▼

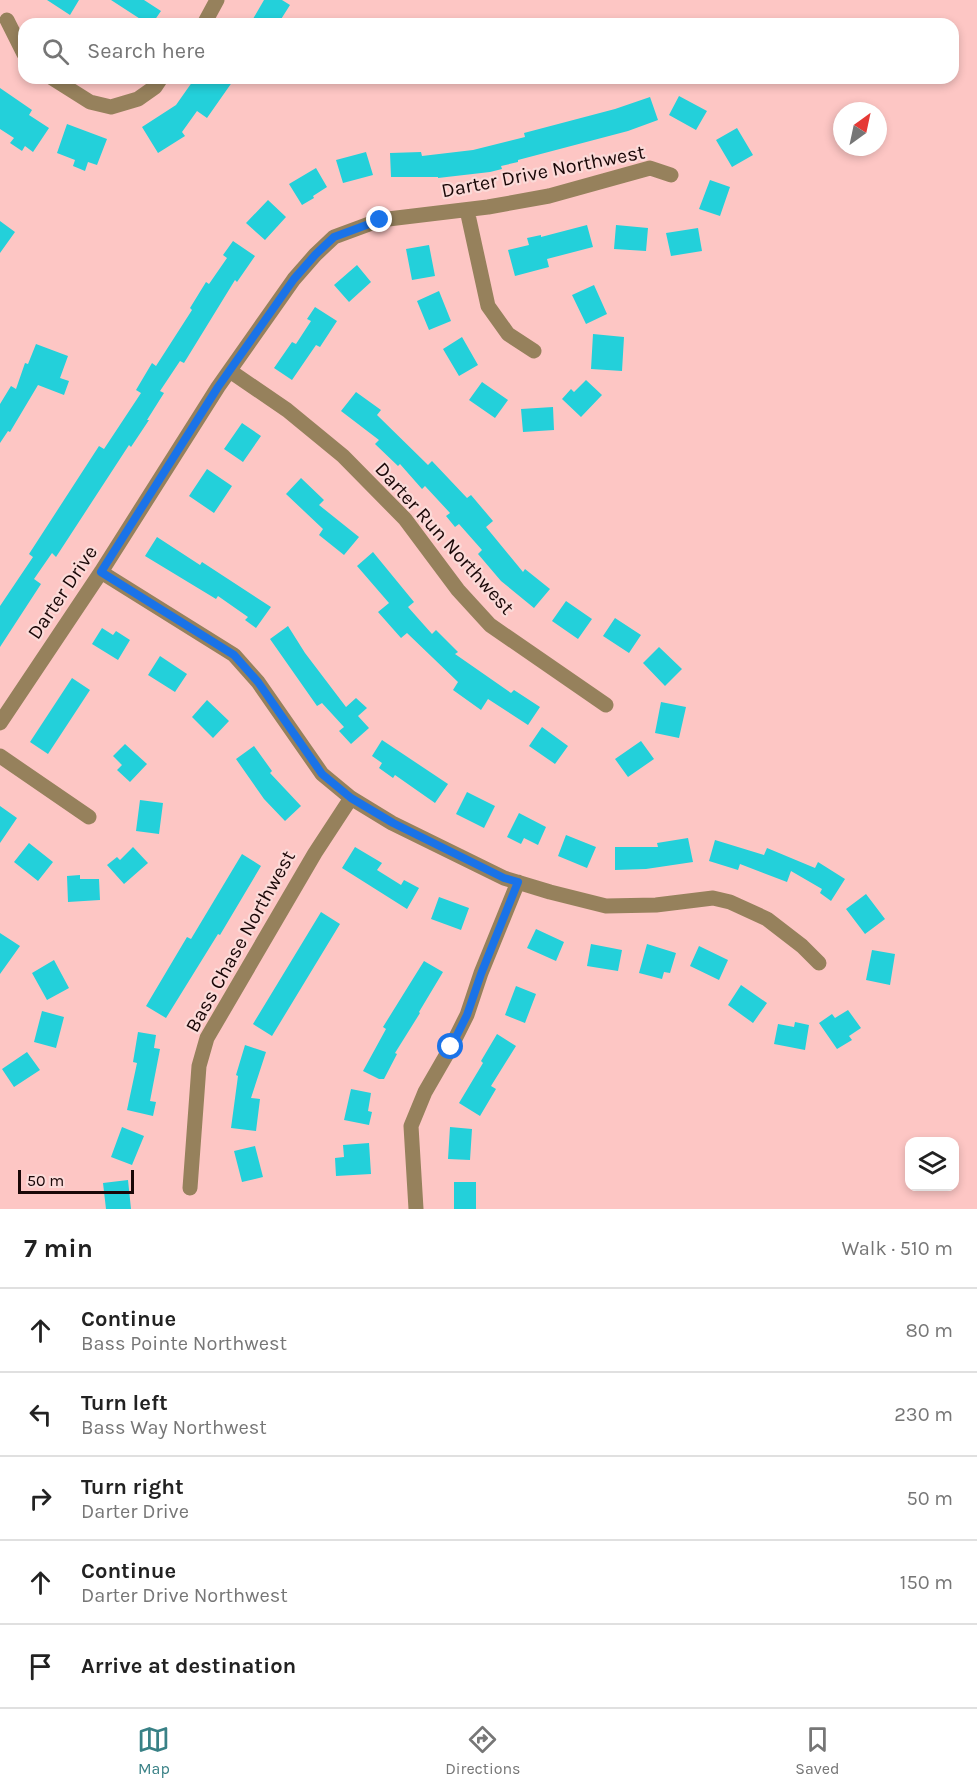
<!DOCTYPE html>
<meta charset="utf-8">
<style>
:root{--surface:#fff;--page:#f2f2f2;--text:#222;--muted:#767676;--line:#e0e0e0;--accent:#398186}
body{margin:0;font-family:Karla,sans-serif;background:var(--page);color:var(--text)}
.controls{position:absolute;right:18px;bottom:18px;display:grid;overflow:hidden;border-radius:12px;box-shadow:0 3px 9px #0003}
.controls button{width:54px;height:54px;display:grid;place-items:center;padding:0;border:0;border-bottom:2px solid var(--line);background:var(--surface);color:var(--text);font:30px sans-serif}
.compass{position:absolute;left:833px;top:102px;width:54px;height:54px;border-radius:50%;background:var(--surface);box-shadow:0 3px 9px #0003;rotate:33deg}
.scale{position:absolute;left:18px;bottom:15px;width:116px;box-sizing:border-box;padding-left:6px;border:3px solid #190707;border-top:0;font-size:16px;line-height:21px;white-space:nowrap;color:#190707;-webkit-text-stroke:4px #fbdad8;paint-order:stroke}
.stop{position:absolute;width:18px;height:18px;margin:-14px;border:4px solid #1a73e8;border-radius:50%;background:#fff}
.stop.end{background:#1a73e8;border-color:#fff;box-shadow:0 2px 6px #0008}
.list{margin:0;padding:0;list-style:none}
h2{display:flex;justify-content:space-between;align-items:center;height:78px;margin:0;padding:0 24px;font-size:26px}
h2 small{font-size:20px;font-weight:400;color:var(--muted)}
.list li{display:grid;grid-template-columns:39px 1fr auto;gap:18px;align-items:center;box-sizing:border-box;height:84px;padding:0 24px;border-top:2px solid var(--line)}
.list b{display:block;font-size:22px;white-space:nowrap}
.list p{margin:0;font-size:20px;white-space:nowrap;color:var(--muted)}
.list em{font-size:20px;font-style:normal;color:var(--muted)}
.icon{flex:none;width:33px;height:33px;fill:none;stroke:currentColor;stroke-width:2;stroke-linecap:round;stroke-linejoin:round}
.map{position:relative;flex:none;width:977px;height:1209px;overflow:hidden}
.search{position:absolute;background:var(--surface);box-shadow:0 3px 9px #0003;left:18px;right:18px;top:18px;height:66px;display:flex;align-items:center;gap:15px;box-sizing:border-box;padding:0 21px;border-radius:18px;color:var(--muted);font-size:22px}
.sheet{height:498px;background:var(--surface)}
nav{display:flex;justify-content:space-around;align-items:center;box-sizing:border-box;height:84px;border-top:2px solid var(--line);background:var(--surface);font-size:16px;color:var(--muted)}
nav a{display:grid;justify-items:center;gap:3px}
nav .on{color:var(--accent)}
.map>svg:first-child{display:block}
</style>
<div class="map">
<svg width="977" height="1209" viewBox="0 0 977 1209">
<rect width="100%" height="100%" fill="#fdc6c4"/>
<!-- building -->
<path fill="#23d0da" d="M 47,0 L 79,0 L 70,15 Z
M 111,0 L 144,0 L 161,11 L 152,24 L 148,24 Z
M 264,0 L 282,0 L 290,5 L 278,24 L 250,24 Z
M 195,78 L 235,78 L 207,118 L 197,111 L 182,132 L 185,136 L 158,153 L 142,127 L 176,105 Z
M 0,88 L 32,110 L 29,115 L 49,128 L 33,152 L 25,146 L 22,151 L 10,143 L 14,138 L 0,129 Z
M 679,96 L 707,111 L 696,130 L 669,115 Z
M 650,97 L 658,120 L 628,131 L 518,160 L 518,162 L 501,166 L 502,169 L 490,172 L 438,178 L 438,177 L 391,177 L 390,153 L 421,152 L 422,156 L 473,150 L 525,137 L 524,133 L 615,109 Z
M 67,124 L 107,139 L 97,165 L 88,162 L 85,171 L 73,166 L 75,160 L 57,153 Z
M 737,128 L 753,155 L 732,167 L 716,140 Z
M 366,152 L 373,175 L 343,183 L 336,160 Z
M 316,168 L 327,187 L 313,196 L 314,198 L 302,205 L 289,184 Z
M 710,180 L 730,187 L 720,216 L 699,209 Z
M 268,200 L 286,217 L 265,240 L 246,223 Z
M 0,221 L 15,232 L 0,253 Z
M 587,225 L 593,247 L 547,259 L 549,267 L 515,276 L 508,250 L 529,245 L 527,238 L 541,235 L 541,237 Z
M 616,225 L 648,228 L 646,251 L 614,249 Z
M 698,228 L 702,251 L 671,256 L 666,233 Z
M 233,241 L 255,256 L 237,282 L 235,280 L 184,363 L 180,361 L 160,391 L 164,393 L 147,420 L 149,420 L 131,447 L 129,445 L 56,557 L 52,553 L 34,579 L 41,584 L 0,647 L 0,606 L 33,557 L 29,554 L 99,446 L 104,449 L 141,393 L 136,390 L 152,363 L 156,366 L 192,310 L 190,308 L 206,282 L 209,284 L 227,258 L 223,255 Z
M 429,245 L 435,276 L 412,280 L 406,249 Z
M 357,265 L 371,282 L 349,302 L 334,285 Z
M 594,285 L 607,314 L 586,324 L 572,295 Z
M 439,291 L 451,321 L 429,330 L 417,301 Z
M 315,307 L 337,321 L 320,347 L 316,345 L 292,380 L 274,368 L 292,342 L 296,344 L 311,321 L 307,319 Z
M 593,334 L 624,337 L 622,371 L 591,369 Z
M 462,337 L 478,365 L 459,376 L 443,349 Z
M 36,344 L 68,356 L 60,378 L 69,381 L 64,395 L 38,385 L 10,432 L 8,431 L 0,443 L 0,404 L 11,386 L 16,389 L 25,363 L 28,364 Z
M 586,380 L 602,395 L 581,417 L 562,399 L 571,389 L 574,392 Z
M 482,382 L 508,400 L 495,418 L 469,400 Z
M 356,392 L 381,410 L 377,415 L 428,465 L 432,461 L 467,498 L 471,495 L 493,521 L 486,527 L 523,572 L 525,569 L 550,589 L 534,608 L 501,581 L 478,554 L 482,550 L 459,524 L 455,527 L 446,516 L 450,513 L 425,486 L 422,489 L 400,464 L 398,466 L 375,444 L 379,440 L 341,411 Z
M 553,407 L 554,430 L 523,432 L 521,409 Z
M 242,423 L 261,436 L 243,462 L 224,449 Z
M 207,469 L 232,486 L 214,513 L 189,496 Z
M 301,478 L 324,500 L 319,505 L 359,537 L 344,555 L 319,535 L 323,529 L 286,494 Z
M 157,537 L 200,565 L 202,562 L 271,607 L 256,628 L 245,620 L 248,617 L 218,596 L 216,599 L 145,556 Z
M 373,552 L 414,602 L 408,607 L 432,634 L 436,630 L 458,652 L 455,654 L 511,693 L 514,690 L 540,707 L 528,725 L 488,699 L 481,710 L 453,690 L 458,682 L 407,633 L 401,638 L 378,612 L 389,603 L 357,566 Z
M 566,601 L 592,619 L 578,639 L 552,621 Z
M 615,618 L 641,635 L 629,653 L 603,636 Z
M 288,626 L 305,653 L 346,707 L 356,698 L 367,708 L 358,716 L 369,728 L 351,744 L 339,731 L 344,727 L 322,703 L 317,706 L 270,639 Z
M 102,628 L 113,635 L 116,631 L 130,640 L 118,660 L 92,644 Z
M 659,647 L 682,669 L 665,686 L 643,663 Z
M 160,656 L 187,674 L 175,692 L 148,675 Z
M 72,678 L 90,690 L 48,754 L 30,742 Z
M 207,700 L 229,721 L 213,738 L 192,717 Z
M 661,702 L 686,707 L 679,738 L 655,733 Z
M 542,727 L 568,746 L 555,764 L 529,746 Z
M 382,740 L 448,784 L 435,803 L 395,775 L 393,778 L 379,768 L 382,763 L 372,756 Z
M 641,741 L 654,759 L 628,777 L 615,759 Z
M 125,744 L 147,764 L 130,782 L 117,770 L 122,765 L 113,756 Z
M 254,746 L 272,771 L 270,773 L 301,806 L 285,821 L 264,799 L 236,759 Z
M 467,792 L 495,806 L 484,828 L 456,814 Z
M 140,800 L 163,803 L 159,834 L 136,831 Z
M 0,806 L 17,818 L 0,843 Z
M 519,813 L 546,827 L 538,845 L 524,838 L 521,844 L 507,837 Z
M 566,835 L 596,847 L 587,868 L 558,856 Z
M 688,838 L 693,862 L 646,869 L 615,870 L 615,847 L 658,847 L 657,843 Z
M 715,840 L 764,855 L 767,848 L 815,868 L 818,862 L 845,879 L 831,901 L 820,893 L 822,889 L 791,871 L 787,882 L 740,864 L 738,870 L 709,861 Z
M 29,843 L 53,862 L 38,881 L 14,862 Z
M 133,847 L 148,863 L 124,884 L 107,865 L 117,857 L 120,860 Z
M 355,847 L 382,863 L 377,870 L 401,885 L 404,880 L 419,888 L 407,909 L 342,868 Z
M 242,854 L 261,866 L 220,935 L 218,934 L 166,1018 L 146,1006 L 187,937 L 191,939 Z
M 80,875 L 80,879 L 99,879 L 100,900 L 68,902 L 67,876 Z
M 866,894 L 885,919 L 865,934 L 846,909 Z
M 439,897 L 469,908 L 461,930 L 431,919 Z
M 321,912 L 340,924 L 272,1036 L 253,1024 Z
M 536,929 L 564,942 L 556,961 L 527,948 Z
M 0,933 L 20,946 L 0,974 Z
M 591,944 L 622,950 L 618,971 L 587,966 Z
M 647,944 L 676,953 L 670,973 L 664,972 L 662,979 L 639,973 Z
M 699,946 L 728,960 L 719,980 L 690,966 Z
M 872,950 L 895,954 L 890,985 L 866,980 Z
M 54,960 L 69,988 L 47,1000 L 32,973 Z
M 424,961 L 443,972 L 419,1012 L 420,1013 L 395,1053 L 397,1054 L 384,1079 L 379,1079 L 363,1071 L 386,1029 L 383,1027 Z
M 741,985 L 767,1003 L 753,1023 L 728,1005 Z
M 516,986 L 536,994 L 525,1023 L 505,1015 Z
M 848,1010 L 861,1028 L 849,1036 L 852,1040 L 837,1049 L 819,1023 L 832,1014 L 835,1018 Z
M 42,1011 L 64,1017 L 56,1048 L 34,1042 Z
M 795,1022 L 809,1025 L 805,1050 L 774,1044 L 778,1024 L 794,1027 Z
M 138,1032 L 156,1035 L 154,1048 L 160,1049 L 150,1101 L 156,1102 L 153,1116 L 127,1110 L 137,1063 L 133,1062 Z
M 497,1034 L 516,1046 L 491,1086 L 496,1089 L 480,1116 L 459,1103 L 483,1063 L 481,1061 Z
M 245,1045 L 266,1052 L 251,1098 L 260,1099 L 256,1131 L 231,1128 L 238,1076 L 236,1075 Z
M 27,1052 L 40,1070 L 14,1087 L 2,1069 Z
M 351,1089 L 371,1093 L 368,1111 L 372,1112 L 369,1125 L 344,1120 Z
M 122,1127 L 144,1136 L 132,1165 L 111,1157 Z
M 450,1127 L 472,1129 L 470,1160 L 448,1159 Z
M 369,1143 L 371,1174 L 336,1176 L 335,1158 L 344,1157 L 343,1145 Z
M 255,1146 L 263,1177 L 242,1182 L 234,1151 Z
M 128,1180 L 131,1209 L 106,1209 L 103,1183 Z
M 454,1182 L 476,1182 L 476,1209 L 454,1209 Z"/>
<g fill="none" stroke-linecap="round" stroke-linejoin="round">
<!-- minor -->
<path stroke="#96815c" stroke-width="15" d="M 7,20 L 24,54
M 204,24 L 217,0
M 52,78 L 90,102 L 111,107 L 138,99 L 155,87 L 161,78
M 467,210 L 488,306 L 508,334 L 534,351
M 230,371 L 287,410 L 343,456 L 405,519 L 458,590 L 490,625 L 606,705
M 101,572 L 234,655 L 258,682 L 322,774 L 351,798 L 392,823 L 504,878 L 550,892 L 606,906 L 656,905 L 713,898 L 730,902 L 767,919 L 802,946 L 819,963
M 0,723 L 101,572 L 218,387 L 294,279 L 315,255 L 334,237 L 380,220 L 488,207 L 549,196 L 650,168 L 671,175
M 0,756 L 89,817
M 190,1188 L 199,1066 L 207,1038 L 315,853 L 351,798
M 416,1209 L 411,1126 L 425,1092 L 451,1047 L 467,1015 L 481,973 L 518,882"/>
</g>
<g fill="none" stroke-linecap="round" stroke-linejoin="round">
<!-- route -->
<path stroke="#1a73e8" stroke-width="8" d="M 380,220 L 334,237 L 315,255 L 294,279 L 218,387 L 101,572 L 234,655 L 258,682 L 322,774 L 351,798 L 393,823 L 504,878 L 518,882 L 481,974 L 467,1015 L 451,1047"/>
</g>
<g text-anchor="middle" stroke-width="4.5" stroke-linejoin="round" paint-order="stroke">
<!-- street labels -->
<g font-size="20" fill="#190707" stroke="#fbdad8">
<text transform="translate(543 171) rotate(-11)" y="7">Darter Drive Northwest</text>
<text transform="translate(445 538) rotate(48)" y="7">Darter Run Northwest</text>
<text transform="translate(62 592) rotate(-56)" y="7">Darter Drive</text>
<text transform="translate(240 941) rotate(-61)" y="7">Bass Chase Northwest</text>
</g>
</g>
</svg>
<div class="controls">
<button><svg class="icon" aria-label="layers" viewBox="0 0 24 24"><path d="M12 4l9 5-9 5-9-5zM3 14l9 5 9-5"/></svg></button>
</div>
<svg class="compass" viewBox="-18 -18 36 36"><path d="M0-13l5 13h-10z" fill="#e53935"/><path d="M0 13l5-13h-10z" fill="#767676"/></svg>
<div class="scale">50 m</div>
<div class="stop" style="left:451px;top:1047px"></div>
<div class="stop end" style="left:380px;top:220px"></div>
<div class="search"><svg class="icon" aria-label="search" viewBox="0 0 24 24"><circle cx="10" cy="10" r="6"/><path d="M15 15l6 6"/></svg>Search here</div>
</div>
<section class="sheet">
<h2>7 min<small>Walk · 510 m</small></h2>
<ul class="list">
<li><svg class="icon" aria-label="ahead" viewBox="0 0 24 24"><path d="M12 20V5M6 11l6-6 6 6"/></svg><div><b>Continue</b><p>Bass Pointe Northwest</p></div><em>80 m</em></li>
<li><svg class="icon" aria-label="left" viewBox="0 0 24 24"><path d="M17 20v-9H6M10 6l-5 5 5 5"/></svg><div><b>Turn left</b><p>Bass Way Northwest</p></div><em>230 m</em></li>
<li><svg class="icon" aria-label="right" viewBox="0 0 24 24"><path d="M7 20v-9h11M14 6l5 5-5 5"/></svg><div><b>Turn right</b><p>Darter Drive</p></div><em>50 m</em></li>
<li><svg class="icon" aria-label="ahead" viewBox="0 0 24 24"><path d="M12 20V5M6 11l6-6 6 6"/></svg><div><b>Continue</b><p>Darter Drive Northwest</p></div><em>150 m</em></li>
<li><svg class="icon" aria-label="arrive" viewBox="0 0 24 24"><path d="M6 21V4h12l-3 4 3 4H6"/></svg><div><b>Arrive at destination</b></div></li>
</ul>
</section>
<nav>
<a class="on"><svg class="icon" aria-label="map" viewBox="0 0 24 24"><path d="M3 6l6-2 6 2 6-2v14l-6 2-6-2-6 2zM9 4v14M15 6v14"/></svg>Map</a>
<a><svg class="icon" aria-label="directions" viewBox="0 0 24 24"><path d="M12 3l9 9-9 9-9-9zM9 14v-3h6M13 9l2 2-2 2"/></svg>Directions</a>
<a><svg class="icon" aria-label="saved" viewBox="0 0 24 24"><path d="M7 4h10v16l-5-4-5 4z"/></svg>Saved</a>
</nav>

▲

**WHAT YOU NEED TO DO:**
Would you tally the lines above holding "serif" and reply with the total alone?

**EXERCISE ANSWER:**
2